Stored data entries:
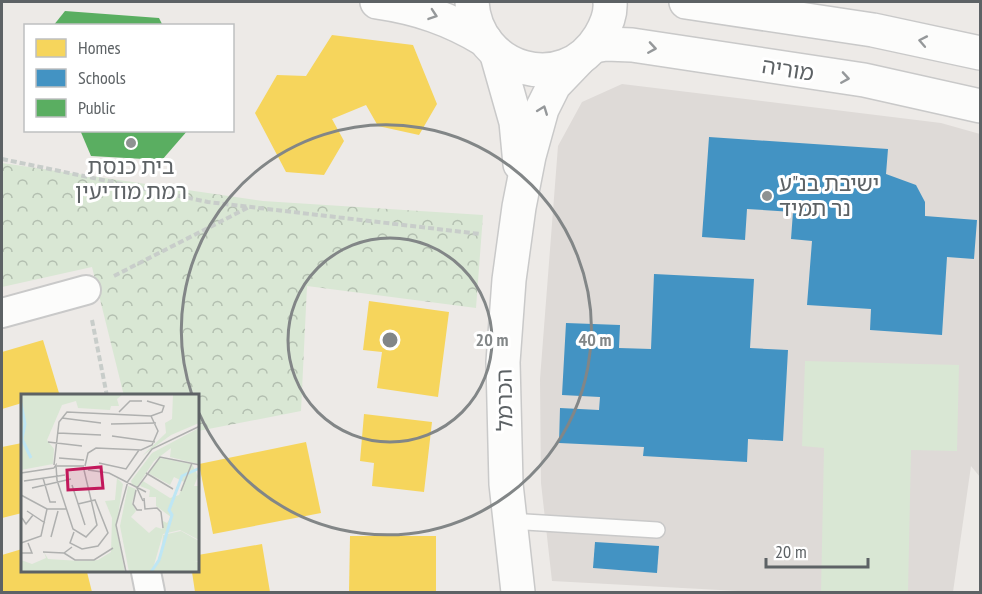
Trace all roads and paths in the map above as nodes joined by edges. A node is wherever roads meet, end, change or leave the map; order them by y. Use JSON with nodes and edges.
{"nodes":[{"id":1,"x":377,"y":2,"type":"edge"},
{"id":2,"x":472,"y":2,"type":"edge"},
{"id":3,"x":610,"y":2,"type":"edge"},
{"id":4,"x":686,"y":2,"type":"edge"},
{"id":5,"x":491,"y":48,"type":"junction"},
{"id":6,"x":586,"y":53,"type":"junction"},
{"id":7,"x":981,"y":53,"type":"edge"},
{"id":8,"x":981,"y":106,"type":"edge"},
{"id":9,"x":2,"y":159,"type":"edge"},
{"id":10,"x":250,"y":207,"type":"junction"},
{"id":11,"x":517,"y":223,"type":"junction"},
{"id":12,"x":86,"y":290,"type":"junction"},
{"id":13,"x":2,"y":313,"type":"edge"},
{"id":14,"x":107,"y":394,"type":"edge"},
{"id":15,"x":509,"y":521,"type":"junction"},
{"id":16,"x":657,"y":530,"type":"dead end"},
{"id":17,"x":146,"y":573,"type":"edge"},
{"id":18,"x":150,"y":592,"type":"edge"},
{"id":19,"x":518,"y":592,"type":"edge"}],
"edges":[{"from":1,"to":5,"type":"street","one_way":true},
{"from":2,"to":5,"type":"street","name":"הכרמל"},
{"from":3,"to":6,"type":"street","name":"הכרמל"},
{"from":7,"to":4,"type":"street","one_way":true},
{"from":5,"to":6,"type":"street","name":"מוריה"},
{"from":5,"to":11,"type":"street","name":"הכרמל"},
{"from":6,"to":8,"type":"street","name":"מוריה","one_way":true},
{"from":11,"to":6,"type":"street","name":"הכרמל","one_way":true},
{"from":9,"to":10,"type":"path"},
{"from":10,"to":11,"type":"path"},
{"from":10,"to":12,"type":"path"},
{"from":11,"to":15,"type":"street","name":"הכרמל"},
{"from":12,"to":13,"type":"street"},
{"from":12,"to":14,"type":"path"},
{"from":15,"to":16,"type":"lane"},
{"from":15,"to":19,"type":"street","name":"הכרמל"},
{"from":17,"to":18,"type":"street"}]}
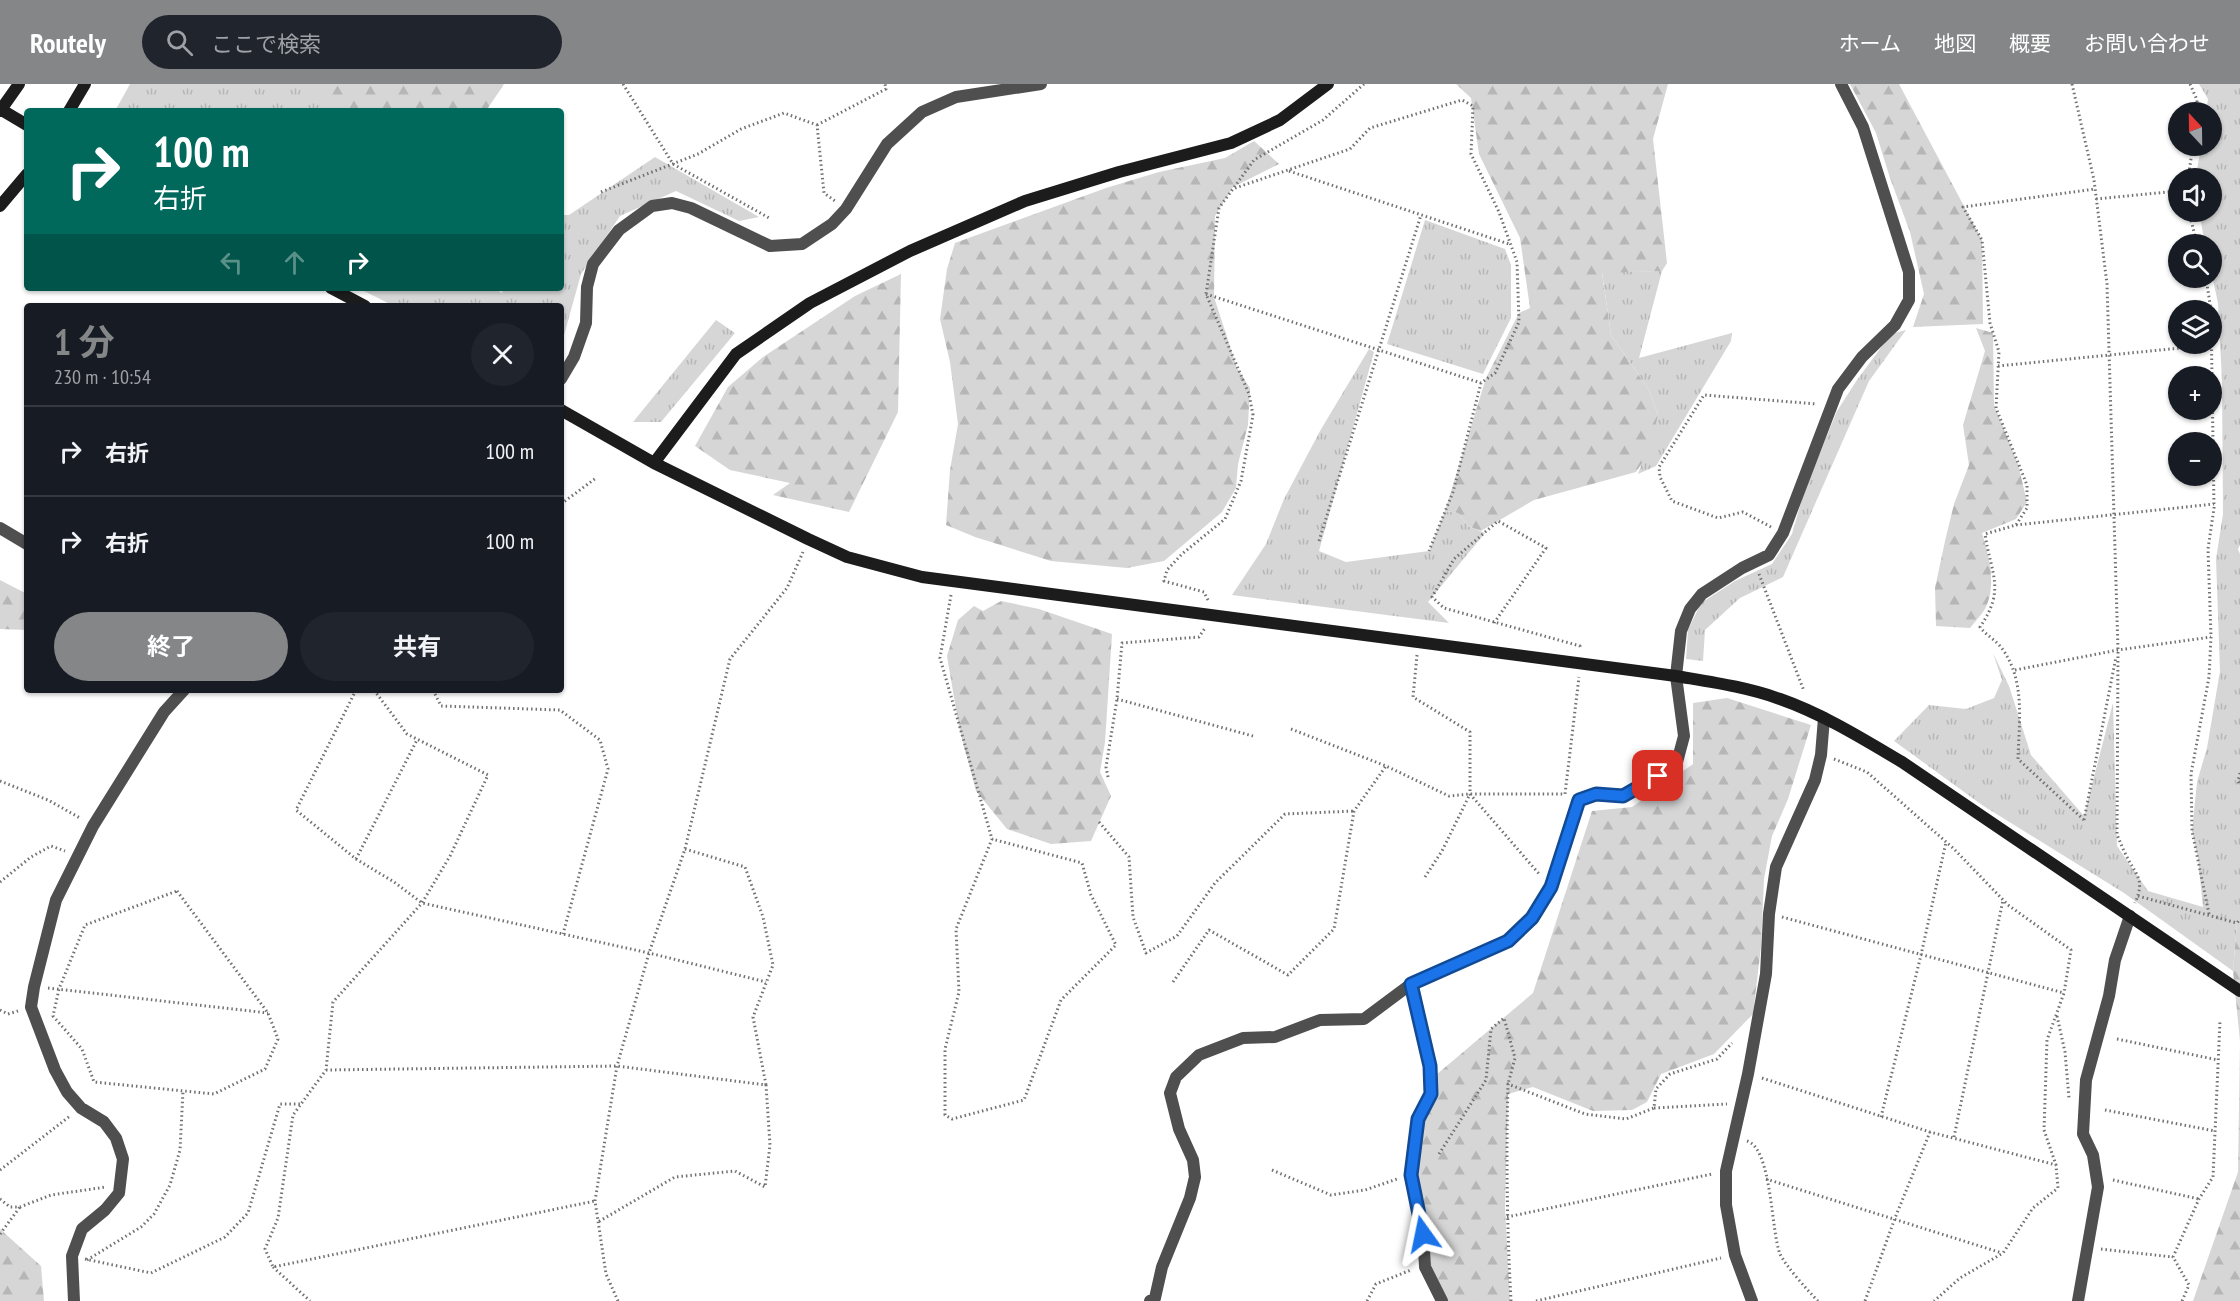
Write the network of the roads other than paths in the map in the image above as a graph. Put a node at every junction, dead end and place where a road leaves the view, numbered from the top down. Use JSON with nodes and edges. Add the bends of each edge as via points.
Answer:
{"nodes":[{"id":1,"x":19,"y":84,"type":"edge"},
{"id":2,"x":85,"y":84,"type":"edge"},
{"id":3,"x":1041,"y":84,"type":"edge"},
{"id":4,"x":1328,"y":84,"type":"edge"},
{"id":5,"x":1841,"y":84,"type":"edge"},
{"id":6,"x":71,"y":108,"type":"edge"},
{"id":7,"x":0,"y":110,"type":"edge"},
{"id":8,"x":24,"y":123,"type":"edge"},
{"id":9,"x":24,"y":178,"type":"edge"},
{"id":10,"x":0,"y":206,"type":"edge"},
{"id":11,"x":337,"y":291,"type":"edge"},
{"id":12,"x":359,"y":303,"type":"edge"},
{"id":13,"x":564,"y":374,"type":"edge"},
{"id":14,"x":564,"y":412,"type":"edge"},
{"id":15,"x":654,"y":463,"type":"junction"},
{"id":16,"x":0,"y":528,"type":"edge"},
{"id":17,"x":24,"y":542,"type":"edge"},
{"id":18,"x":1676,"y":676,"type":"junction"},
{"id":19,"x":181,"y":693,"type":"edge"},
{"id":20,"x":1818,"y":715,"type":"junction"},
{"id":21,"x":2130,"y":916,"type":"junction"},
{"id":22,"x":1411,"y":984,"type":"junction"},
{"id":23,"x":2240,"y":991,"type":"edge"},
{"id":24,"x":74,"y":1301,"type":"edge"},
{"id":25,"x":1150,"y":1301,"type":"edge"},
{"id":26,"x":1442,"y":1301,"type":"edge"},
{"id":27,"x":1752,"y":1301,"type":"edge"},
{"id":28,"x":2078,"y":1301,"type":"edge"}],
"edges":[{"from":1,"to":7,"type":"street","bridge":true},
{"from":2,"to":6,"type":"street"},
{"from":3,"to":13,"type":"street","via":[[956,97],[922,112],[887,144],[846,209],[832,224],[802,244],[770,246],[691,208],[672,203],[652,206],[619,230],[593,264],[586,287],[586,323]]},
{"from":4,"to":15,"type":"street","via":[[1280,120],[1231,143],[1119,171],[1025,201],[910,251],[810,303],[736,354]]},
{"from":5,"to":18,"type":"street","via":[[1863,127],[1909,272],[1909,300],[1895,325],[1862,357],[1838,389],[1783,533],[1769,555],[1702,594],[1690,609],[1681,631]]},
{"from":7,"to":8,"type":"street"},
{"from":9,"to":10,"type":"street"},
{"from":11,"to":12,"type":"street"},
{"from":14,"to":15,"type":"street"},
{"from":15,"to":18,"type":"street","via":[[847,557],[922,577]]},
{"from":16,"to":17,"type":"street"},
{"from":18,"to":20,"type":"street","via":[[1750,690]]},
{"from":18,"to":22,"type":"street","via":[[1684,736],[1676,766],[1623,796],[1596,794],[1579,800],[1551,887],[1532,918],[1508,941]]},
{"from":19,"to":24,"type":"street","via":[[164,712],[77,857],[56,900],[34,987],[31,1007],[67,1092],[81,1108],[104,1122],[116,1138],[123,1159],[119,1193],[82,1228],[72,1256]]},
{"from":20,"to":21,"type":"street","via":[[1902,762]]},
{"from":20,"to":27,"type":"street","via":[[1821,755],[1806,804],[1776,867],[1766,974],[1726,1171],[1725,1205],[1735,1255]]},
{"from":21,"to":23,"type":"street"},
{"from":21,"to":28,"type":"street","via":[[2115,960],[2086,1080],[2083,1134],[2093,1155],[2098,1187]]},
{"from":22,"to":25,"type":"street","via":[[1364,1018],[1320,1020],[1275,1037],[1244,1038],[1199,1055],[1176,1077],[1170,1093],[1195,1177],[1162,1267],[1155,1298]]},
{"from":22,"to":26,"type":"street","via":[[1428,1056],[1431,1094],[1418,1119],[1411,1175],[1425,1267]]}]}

Task
Reproduce the data above word for word from its first line through the line that holds "Write the network", both ends included; skip pictures.

Finished exercise
Trace all roads and paths in the map above as nodes joined by edges. A node is wherever roads meet, end, change or leave the map; order them by y. Use JSON with nodes and edges.
{"nodes":[{"id":1,"x":377,"y":2,"type":"edge"},
{"id":2,"x":472,"y":2,"type":"edge"},
{"id":3,"x":610,"y":2,"type":"edge"},
{"id":4,"x":686,"y":2,"type":"edge"},
{"id":5,"x":491,"y":48,"type":"junction"},
{"id":6,"x":586,"y":53,"type":"junction"},
{"id":7,"x":981,"y":53,"type":"edge"},
{"id":8,"x":981,"y":106,"type":"edge"},
{"id":9,"x":2,"y":159,"type":"edge"},
{"id":10,"x":250,"y":207,"type":"junction"},
{"id":11,"x":517,"y":223,"type":"junction"},
{"id":12,"x":86,"y":290,"type":"junction"},
{"id":13,"x":2,"y":313,"type":"edge"},
{"id":14,"x":107,"y":394,"type":"edge"},
{"id":15,"x":509,"y":521,"type":"junction"},
{"id":16,"x":657,"y":530,"type":"dead end"},
{"id":17,"x":146,"y":573,"type":"edge"},
{"id":18,"x":150,"y":592,"type":"edge"},
{"id":19,"x":518,"y":592,"type":"edge"}],
"edges":[{"from":1,"to":5,"type":"street","one_way":true},
{"from":2,"to":5,"type":"street","name":"הכרמל"},
{"from":3,"to":6,"type":"street","name":"הכרמל"},
{"from":7,"to":4,"type":"street","one_way":true},
{"from":5,"to":6,"type":"street","name":"מוריה"},
{"from":5,"to":11,"type":"street","name":"הכרמל"},
{"from":6,"to":8,"type":"street","name":"מוריה","one_way":true},
{"from":11,"to":6,"type":"street","name":"הכרמל","one_way":true},
{"from":9,"to":10,"type":"path"},
{"from":10,"to":11,"type":"path"},
{"from":10,"to":12,"type":"path"},
{"from":11,"to":15,"type":"street","name":"הכרמל"},
{"from":12,"to":13,"type":"street"},
{"from":12,"to":14,"type":"path"},
{"from":15,"to":16,"type":"lane"},
{"from":15,"to":19,"type":"street","name":"הכרמל"},
{"from":17,"to":18,"type":"street"}]}
Write the network of the roads other than paths in the map in the image above as a graph. Put a node at every junction, dead end and place where a road leaves the view, numbered from the top down. Use JSON with nodes and edges. Add the bends of each edge as via points.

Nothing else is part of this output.